Preceden

Security

We are dedicated to the security of your data and information.

Last updated: February 7, 2022

Product Security

Development Process

We follow industry best practices, so security is baked right into our product and regular development processes including code reviews, unit & integration tests.

All engineers are required to know OWASP vulnerabilities and use libraries, frameworks, and mitigations vetted and recommended by the security community.

Vulnerability Scanning

We regularly update our servers, tools, libraries, and patching vulnerabilities as they are discovered. Our application, host, and network are automatically scanned. We also automatically detect out-of-date dependencies.

Infrastructure Security

Encryption

Data in transit runs entirely over SSL. All passwords are hashed using bcrypt and billing information is entirely managed by our PCI-compliant payments providers (Stripe and PayPal).

Secrets Management

Secrets are stored securely and never in source code. Access to our infrastructure and related services requires SSH and two-factor authentication when possible.

Monitoring and Logging

We are committed to making Preceden highly available. Our infrastructure runs on fault-tolerant systems and backups are made daily. We leverage redundant third-party providers to provide 24/7 monitoring and alerting of any downtime.

Trust and Verification

Compliance

Preceden is hosted on Heroku, a cloud application platform used by organizations of all sizes to deploy and operate applications throughout the world. Preceden is deployed to the United States (US) region. For information about data residency, see Heroku's documentation on data residency for Postgres applications.

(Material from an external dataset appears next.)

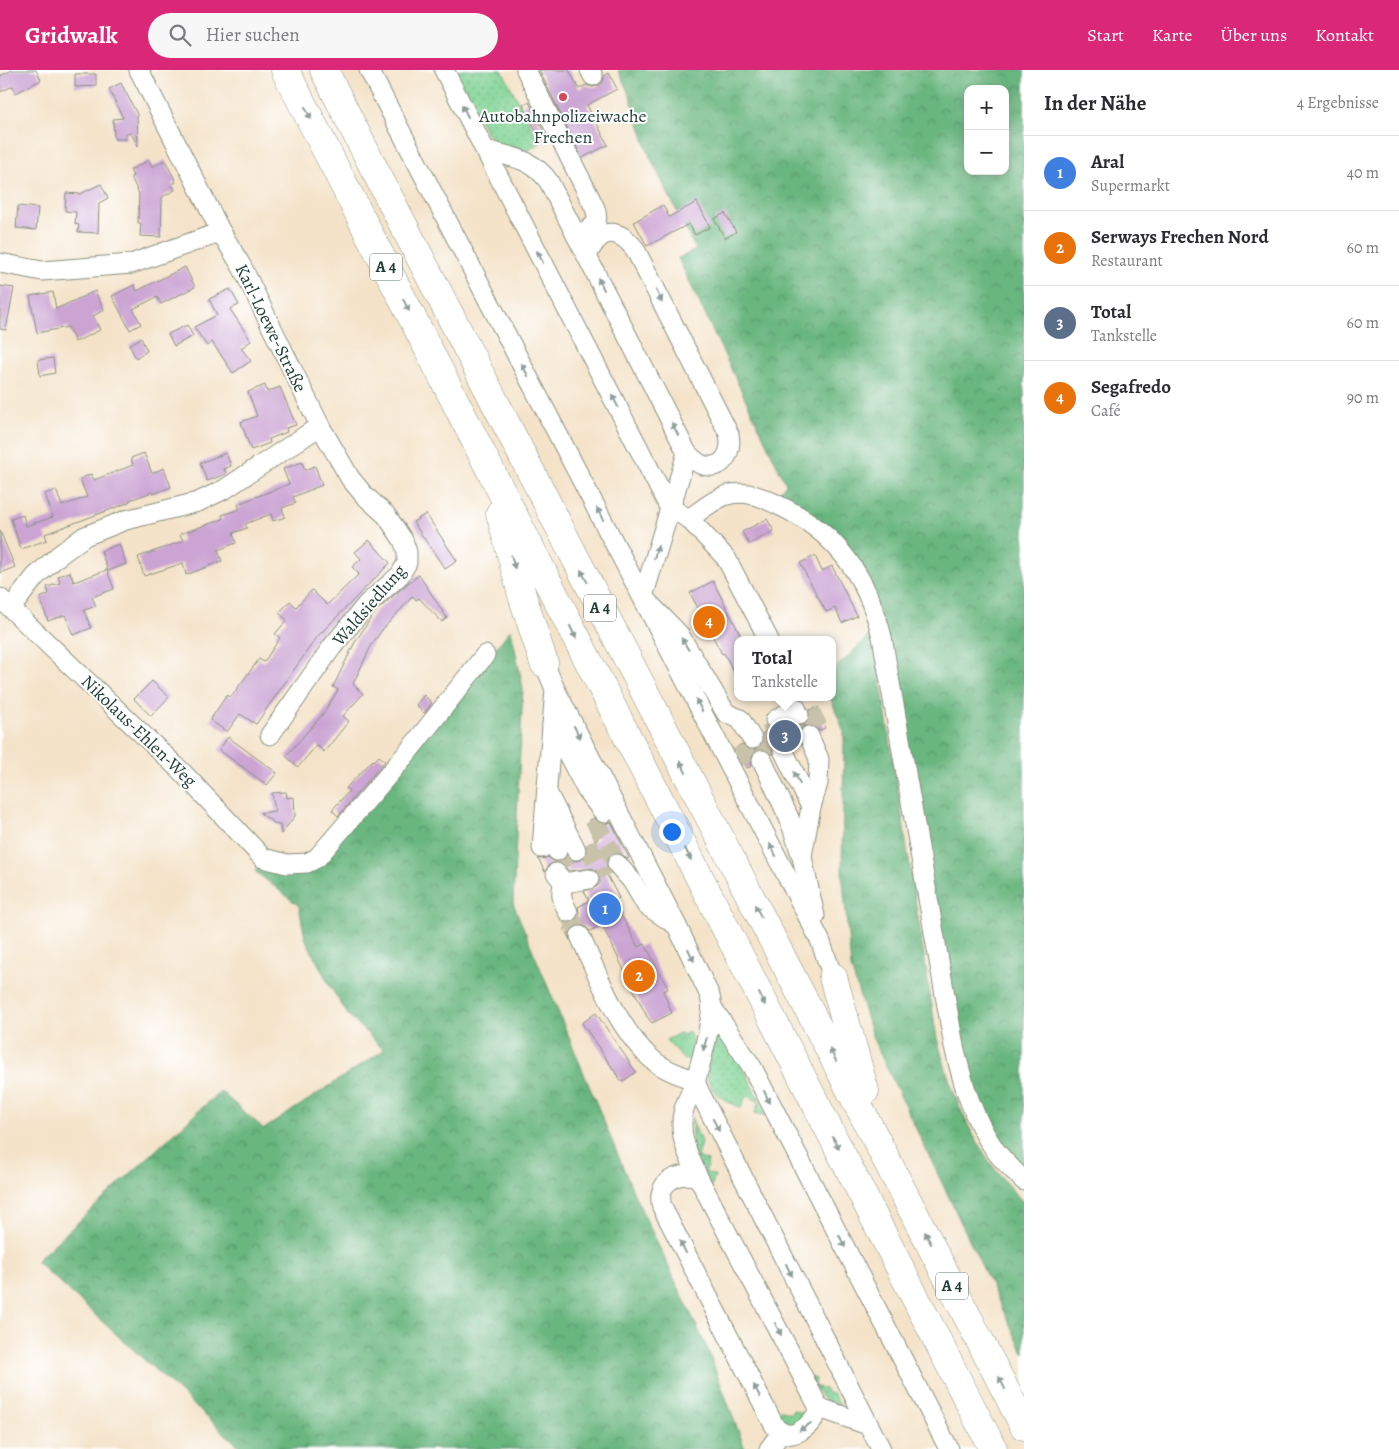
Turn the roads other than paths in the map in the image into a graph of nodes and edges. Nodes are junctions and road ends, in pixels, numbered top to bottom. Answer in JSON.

Heroku’s physical infrastructure is hosted and managed within Amazon’s secure data centers and utilize the Amazon Web Service (AWS) technology. Amazon continually manages risk and undergoes recurring assessments to ensure compliance with industry standards. Amazon’s data center operations have been accredited under:

  • ISO 27001
  • SOC 1 and SOC 2/SSAE 16/ISAE 3402 (Previously SAS 70 Type II)
  • PCI Level 1
  • FISMA Moderate
  • Sarbanes-Oxley (SOX)

Security Research

We welcome responsible security research and disclosure on our product and infrastructure. Potential vulnerabilities can be reported by emailing [email protected]. Valid findings will be considered for compensation.